_Supplied material_.

++++

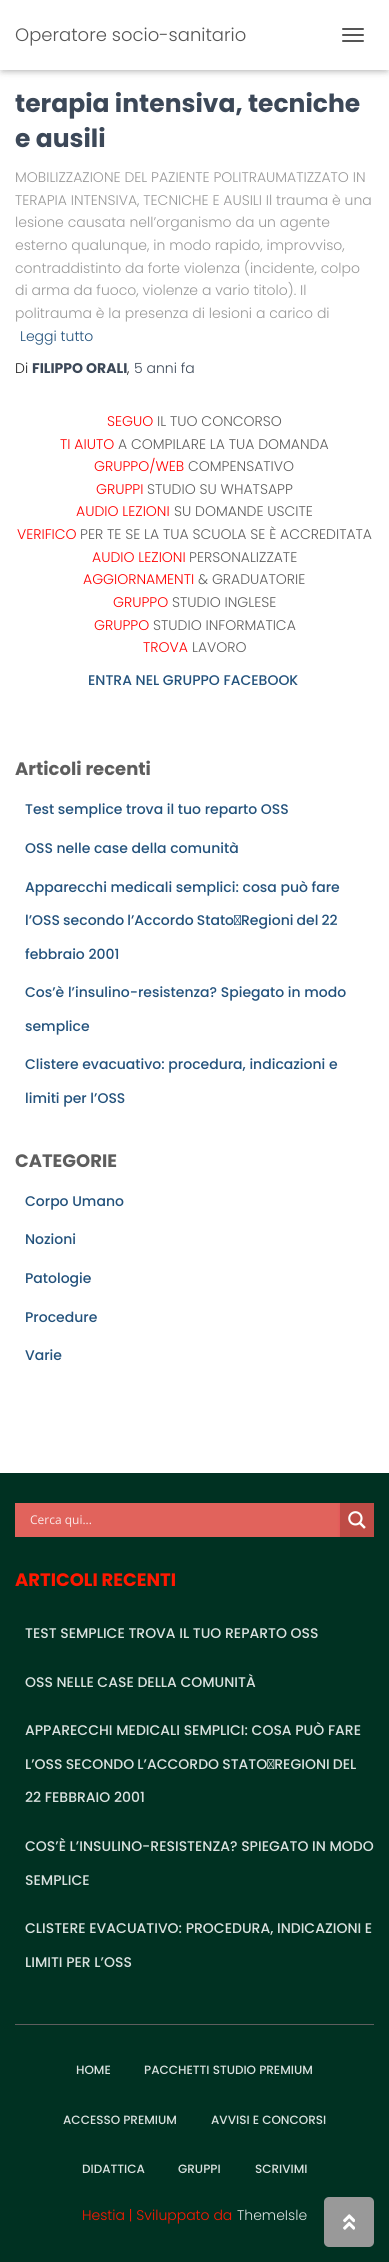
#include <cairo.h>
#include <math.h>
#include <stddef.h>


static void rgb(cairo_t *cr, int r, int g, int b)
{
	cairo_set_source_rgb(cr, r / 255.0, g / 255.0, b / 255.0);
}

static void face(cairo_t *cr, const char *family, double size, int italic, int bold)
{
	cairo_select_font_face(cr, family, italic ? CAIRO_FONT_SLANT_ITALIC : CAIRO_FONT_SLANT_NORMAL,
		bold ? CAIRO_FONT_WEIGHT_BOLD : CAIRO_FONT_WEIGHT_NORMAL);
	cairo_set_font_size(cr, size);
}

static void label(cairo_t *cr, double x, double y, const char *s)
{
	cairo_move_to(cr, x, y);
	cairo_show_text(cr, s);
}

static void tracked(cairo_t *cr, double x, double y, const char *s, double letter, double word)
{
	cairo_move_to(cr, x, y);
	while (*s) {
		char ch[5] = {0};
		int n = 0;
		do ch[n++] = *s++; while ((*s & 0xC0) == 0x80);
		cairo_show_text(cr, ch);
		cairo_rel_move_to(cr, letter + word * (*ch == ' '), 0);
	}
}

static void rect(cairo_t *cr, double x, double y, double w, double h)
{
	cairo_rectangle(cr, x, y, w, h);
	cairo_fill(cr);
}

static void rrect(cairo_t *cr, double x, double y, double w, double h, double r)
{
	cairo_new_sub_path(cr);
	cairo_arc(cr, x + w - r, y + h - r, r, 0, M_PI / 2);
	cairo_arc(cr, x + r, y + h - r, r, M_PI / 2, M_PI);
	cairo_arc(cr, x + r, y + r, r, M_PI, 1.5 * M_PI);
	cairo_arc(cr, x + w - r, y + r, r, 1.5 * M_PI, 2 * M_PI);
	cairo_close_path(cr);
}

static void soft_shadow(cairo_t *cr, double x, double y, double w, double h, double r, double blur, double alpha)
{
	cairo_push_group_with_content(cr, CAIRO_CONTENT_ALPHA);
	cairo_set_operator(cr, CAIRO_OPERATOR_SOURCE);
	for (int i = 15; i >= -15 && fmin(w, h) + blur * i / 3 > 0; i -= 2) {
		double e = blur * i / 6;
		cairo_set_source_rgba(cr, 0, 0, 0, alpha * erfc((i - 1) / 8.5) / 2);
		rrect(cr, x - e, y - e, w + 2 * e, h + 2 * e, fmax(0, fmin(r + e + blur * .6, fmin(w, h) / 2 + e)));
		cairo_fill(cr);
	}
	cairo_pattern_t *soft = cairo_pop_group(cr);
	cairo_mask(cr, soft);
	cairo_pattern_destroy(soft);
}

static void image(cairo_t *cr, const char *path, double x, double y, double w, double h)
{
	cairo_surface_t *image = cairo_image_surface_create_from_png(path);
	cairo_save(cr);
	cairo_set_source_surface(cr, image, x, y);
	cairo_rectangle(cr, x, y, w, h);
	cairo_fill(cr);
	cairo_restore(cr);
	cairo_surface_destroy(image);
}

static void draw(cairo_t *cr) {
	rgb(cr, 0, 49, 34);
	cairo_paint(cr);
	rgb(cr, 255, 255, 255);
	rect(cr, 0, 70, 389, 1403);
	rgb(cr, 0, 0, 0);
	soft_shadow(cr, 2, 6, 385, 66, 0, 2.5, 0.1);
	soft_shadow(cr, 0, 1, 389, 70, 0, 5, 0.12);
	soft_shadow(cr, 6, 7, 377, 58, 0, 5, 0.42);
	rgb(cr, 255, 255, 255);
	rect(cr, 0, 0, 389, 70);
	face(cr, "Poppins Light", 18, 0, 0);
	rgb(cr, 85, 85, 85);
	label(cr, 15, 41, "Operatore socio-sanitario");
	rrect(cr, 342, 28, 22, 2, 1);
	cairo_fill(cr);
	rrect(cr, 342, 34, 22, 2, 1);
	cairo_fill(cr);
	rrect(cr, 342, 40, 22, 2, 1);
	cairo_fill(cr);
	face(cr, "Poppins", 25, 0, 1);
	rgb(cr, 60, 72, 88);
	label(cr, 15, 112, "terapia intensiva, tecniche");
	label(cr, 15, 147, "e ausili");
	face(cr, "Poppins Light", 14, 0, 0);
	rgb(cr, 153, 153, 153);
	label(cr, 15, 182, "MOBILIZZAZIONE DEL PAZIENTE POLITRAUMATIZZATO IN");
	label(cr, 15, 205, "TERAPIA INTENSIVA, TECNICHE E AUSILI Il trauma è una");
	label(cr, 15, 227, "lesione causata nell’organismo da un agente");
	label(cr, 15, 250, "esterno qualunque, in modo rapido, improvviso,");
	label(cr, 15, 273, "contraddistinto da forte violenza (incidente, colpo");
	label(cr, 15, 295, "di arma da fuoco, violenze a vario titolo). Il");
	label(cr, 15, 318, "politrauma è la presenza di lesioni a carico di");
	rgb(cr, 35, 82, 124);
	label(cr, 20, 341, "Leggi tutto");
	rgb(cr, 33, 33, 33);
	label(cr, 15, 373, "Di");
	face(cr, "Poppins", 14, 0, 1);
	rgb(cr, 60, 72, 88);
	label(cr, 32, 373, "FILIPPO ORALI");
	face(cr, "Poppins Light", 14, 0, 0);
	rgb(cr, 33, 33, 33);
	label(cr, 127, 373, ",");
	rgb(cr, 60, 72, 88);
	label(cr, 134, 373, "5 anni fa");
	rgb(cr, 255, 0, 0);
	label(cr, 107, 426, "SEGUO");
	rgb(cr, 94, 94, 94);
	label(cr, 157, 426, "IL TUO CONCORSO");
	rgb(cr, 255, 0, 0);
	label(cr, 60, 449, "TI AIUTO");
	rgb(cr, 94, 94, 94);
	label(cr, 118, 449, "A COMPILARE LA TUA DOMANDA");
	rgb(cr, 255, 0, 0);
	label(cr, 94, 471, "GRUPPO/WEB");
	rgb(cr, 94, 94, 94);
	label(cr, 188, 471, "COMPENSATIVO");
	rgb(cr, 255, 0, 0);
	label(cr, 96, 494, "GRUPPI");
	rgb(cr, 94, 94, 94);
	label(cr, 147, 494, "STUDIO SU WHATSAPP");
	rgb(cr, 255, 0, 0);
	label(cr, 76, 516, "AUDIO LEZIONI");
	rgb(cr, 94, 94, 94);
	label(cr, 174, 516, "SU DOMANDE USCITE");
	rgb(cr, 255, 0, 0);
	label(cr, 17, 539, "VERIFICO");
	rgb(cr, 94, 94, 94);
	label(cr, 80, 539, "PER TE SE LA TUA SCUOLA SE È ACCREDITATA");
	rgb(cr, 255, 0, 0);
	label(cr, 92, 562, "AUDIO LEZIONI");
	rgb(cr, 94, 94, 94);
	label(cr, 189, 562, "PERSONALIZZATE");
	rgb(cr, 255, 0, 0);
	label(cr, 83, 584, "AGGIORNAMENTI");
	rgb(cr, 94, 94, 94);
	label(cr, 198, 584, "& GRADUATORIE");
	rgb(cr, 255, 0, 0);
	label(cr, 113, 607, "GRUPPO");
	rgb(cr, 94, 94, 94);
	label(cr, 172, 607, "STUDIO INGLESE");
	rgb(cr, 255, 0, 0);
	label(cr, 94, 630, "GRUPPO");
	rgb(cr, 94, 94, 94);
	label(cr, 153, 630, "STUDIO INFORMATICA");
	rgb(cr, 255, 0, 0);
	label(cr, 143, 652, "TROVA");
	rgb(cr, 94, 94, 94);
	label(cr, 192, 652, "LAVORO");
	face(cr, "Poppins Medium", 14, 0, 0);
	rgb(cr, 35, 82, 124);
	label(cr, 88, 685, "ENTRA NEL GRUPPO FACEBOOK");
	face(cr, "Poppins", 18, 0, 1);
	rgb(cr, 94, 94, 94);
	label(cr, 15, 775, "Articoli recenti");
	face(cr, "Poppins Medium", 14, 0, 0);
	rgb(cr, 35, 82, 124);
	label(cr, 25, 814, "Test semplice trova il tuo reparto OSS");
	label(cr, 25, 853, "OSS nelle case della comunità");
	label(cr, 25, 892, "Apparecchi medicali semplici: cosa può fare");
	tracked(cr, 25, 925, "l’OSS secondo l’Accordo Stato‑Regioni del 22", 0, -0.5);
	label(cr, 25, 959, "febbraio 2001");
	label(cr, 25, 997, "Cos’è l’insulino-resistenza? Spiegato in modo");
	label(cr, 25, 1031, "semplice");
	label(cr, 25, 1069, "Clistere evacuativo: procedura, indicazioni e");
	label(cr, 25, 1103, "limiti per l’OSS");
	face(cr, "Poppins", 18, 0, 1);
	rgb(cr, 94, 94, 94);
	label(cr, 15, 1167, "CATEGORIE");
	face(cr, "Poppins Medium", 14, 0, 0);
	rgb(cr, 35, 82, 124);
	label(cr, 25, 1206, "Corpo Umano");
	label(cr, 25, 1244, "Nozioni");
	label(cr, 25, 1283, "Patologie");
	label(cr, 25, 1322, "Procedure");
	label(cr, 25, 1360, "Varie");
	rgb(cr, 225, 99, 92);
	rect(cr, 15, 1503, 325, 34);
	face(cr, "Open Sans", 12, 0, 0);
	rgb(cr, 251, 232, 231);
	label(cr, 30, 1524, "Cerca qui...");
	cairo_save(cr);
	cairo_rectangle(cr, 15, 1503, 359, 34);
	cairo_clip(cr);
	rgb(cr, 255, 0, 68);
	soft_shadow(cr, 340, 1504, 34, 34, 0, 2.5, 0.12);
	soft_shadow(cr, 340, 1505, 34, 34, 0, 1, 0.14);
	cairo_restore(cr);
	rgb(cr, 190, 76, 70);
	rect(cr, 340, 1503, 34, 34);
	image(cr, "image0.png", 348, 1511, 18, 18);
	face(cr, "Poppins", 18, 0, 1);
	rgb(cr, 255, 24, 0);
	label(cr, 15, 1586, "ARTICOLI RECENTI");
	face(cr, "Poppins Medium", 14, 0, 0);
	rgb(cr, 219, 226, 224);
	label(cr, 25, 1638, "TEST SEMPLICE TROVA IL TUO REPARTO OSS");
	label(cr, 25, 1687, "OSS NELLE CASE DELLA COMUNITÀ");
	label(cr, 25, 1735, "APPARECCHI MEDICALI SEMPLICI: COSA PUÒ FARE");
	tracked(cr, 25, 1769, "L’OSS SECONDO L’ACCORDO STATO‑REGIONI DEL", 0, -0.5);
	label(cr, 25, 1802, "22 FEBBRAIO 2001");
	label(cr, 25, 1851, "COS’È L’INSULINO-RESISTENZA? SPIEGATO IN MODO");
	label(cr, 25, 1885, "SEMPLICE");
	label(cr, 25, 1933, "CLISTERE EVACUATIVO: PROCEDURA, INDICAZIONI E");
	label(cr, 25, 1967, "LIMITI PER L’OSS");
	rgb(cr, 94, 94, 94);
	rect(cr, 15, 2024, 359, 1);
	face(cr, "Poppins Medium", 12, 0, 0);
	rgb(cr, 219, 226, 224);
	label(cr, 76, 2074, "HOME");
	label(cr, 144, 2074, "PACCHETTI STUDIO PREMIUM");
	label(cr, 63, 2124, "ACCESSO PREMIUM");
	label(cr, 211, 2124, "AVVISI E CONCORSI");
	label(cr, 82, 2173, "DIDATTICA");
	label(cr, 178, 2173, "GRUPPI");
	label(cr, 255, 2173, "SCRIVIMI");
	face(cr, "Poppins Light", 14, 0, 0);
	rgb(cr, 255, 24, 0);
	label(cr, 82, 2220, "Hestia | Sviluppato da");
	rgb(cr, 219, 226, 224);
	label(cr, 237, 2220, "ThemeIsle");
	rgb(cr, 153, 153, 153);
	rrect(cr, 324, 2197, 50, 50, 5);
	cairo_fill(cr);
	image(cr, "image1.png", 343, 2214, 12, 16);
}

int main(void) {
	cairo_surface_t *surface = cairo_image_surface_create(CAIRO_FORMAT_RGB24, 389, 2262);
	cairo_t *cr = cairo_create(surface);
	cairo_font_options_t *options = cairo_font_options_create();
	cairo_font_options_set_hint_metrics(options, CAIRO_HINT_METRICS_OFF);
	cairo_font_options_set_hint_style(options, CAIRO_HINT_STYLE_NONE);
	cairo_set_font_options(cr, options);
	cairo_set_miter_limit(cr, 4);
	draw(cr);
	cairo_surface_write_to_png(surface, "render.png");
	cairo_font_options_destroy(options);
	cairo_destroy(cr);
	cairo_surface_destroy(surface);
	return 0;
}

++++

_Task description_. Transcribe, word for word, only the material from its opening line through the line containing "cairo_pattern_t *soft = cairo_pop_group(cr);", both ends included, and omit the pictures.

_Solution for this problem_.
#include <cairo.h>
#include <math.h>
#include <stddef.h>


static void rgb(cairo_t *cr, int r, int g, int b)
{
	cairo_set_source_rgb(cr, r / 255.0, g / 255.0, b / 255.0);
}

static void face(cairo_t *cr, const char *family, double size, int italic, int bold)
{
	cairo_select_font_face(cr, family, italic ? CAIRO_FONT_SLANT_ITALIC : CAIRO_FONT_SLANT_NORMAL,
		bold ? CAIRO_FONT_WEIGHT_BOLD : CAIRO_FONT_WEIGHT_NORMAL);
	cairo_set_font_size(cr, size);
}

static void label(cairo_t *cr, double x, double y, const char *s)
{
	cairo_move_to(cr, x, y);
	cairo_show_text(cr, s);
}

static void tracked(cairo_t *cr, double x, double y, const char *s, double letter, double word)
{
	cairo_move_to(cr, x, y);
	while (*s) {
		char ch[5] = {0};
		int n = 0;
		do ch[n++] = *s++; while ((*s & 0xC0) == 0x80);
		cairo_show_text(cr, ch);
		cairo_rel_move_to(cr, letter + word * (*ch == ' '), 0);
	}
}

static void rect(cairo_t *cr, double x, double y, double w, double h)
{
	cairo_rectangle(cr, x, y, w, h);
	cairo_fill(cr);
}

static void rrect(cairo_t *cr, double x, double y, double w, double h, double r)
{
	cairo_new_sub_path(cr);
	cairo_arc(cr, x + w - r, y + h - r, r, 0, M_PI / 2);
	cairo_arc(cr, x + r, y + h - r, r, M_PI / 2, M_PI);
	cairo_arc(cr, x + r, y + r, r, M_PI, 1.5 * M_PI);
	cairo_arc(cr, x + w - r, y + r, r, 1.5 * M_PI, 2 * M_PI);
	cairo_close_path(cr);
}

static void soft_shadow(cairo_t *cr, double x, double y, double w, double h, double r, double blur, double alpha)
{
	cairo_push_group_with_content(cr, CAIRO_CONTENT_ALPHA);
	cairo_set_operator(cr, CAIRO_OPERATOR_SOURCE);
	for (int i = 15; i >= -15 && fmin(w, h) + blur * i / 3 > 0; i -= 2) {
		double e = blur * i / 6;
		cairo_set_source_rgba(cr, 0, 0, 0, alpha * erfc((i - 1) / 8.5) / 2);
		rrect(cr, x - e, y - e, w + 2 * e, h + 2 * e, fmax(0, fmin(r + e + blur * .6, fmin(w, h) / 2 + e)));
		cairo_fill(cr);
	}
	cairo_pattern_t *soft = cairo_pop_group(cr);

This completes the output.